Data listing —
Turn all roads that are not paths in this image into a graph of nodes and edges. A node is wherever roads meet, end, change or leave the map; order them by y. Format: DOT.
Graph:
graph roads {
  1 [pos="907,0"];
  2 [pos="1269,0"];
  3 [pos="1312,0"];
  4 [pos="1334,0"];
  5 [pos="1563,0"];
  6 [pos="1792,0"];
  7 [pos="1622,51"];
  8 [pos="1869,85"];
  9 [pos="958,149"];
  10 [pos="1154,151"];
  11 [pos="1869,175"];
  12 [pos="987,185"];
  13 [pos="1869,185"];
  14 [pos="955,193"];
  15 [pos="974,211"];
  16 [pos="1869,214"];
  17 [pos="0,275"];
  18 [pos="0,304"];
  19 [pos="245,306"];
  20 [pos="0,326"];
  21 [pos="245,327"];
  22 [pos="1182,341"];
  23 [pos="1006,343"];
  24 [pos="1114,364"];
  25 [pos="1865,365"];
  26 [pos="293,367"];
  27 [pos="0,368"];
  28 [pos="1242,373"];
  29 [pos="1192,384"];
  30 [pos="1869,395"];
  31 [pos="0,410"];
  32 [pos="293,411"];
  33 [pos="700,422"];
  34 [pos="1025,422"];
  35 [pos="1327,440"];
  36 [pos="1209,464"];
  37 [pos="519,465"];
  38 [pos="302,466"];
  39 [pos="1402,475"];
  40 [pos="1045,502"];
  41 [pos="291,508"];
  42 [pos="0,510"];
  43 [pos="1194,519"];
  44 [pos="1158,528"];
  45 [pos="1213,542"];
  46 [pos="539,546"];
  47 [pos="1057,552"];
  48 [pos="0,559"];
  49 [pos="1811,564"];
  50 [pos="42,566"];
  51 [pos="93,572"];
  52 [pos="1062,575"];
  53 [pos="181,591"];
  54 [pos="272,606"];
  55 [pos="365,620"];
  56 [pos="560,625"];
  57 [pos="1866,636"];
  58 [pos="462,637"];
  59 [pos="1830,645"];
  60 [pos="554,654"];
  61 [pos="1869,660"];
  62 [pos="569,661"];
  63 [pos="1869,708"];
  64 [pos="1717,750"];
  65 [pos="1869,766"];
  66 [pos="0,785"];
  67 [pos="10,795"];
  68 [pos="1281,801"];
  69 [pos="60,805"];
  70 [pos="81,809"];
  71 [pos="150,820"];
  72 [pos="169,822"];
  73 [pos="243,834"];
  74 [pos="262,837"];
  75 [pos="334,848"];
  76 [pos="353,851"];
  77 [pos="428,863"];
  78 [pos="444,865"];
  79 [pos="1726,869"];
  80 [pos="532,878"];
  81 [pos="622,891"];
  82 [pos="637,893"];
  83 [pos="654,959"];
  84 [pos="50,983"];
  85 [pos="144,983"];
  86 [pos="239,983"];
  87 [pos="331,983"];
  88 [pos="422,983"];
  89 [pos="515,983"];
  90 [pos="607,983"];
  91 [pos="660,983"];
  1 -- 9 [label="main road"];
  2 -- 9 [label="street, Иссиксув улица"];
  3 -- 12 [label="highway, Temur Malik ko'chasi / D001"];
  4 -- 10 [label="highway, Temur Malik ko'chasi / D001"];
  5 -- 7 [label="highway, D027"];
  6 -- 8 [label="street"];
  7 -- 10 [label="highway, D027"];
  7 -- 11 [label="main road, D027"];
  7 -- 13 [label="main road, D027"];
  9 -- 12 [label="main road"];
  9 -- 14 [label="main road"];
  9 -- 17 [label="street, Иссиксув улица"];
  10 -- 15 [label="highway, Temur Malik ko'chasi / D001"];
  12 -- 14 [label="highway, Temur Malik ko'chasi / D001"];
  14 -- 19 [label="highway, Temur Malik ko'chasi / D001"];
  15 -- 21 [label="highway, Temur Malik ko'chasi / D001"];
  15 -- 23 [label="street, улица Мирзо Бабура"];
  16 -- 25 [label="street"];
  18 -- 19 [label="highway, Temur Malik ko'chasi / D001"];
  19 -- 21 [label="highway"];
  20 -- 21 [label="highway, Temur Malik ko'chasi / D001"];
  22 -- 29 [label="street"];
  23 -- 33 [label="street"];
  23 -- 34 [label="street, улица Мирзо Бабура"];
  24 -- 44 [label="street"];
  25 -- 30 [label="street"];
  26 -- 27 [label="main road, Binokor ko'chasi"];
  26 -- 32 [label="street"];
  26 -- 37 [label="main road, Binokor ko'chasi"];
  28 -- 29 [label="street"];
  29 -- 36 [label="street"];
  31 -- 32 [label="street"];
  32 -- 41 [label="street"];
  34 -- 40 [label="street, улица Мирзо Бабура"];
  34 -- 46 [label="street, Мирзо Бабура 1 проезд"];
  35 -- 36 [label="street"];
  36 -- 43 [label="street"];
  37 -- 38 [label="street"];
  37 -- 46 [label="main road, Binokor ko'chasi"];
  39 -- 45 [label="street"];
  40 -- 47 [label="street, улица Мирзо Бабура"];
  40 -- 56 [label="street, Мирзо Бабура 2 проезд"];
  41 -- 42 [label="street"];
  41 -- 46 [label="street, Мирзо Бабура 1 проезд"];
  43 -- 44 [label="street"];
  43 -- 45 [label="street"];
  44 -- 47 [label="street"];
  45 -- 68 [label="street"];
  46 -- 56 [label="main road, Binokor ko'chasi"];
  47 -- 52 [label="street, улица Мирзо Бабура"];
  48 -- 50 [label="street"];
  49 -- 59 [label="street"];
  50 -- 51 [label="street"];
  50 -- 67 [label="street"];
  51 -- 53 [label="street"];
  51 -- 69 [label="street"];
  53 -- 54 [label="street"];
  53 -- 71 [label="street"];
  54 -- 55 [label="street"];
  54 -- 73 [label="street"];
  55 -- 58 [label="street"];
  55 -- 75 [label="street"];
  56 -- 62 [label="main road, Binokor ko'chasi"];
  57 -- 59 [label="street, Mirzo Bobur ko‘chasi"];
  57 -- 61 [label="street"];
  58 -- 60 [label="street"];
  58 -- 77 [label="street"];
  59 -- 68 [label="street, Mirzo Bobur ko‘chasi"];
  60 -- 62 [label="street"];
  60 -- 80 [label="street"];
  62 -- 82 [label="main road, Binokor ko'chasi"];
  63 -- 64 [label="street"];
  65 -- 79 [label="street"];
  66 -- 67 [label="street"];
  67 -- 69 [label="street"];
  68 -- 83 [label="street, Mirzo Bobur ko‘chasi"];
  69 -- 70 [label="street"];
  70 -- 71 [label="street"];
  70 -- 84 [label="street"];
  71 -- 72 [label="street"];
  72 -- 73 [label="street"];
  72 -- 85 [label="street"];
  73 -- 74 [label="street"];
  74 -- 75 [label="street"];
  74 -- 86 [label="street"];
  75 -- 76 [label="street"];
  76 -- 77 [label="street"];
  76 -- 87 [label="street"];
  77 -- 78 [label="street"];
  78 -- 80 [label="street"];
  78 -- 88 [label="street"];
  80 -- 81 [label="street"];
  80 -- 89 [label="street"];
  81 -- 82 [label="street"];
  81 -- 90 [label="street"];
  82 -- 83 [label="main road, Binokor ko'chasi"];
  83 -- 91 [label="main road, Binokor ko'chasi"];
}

Problem details — Which lines in the data above hold the word "проезд"? Return each of them.

Result of the task —
  34 -- 46 [label="street, Мирзо Бабура 1 проезд"];
  40 -- 56 [label="street, Мирзо Бабура 2 проезд"];
  41 -- 46 [label="street, Мирзо Бабура 1 проезд"];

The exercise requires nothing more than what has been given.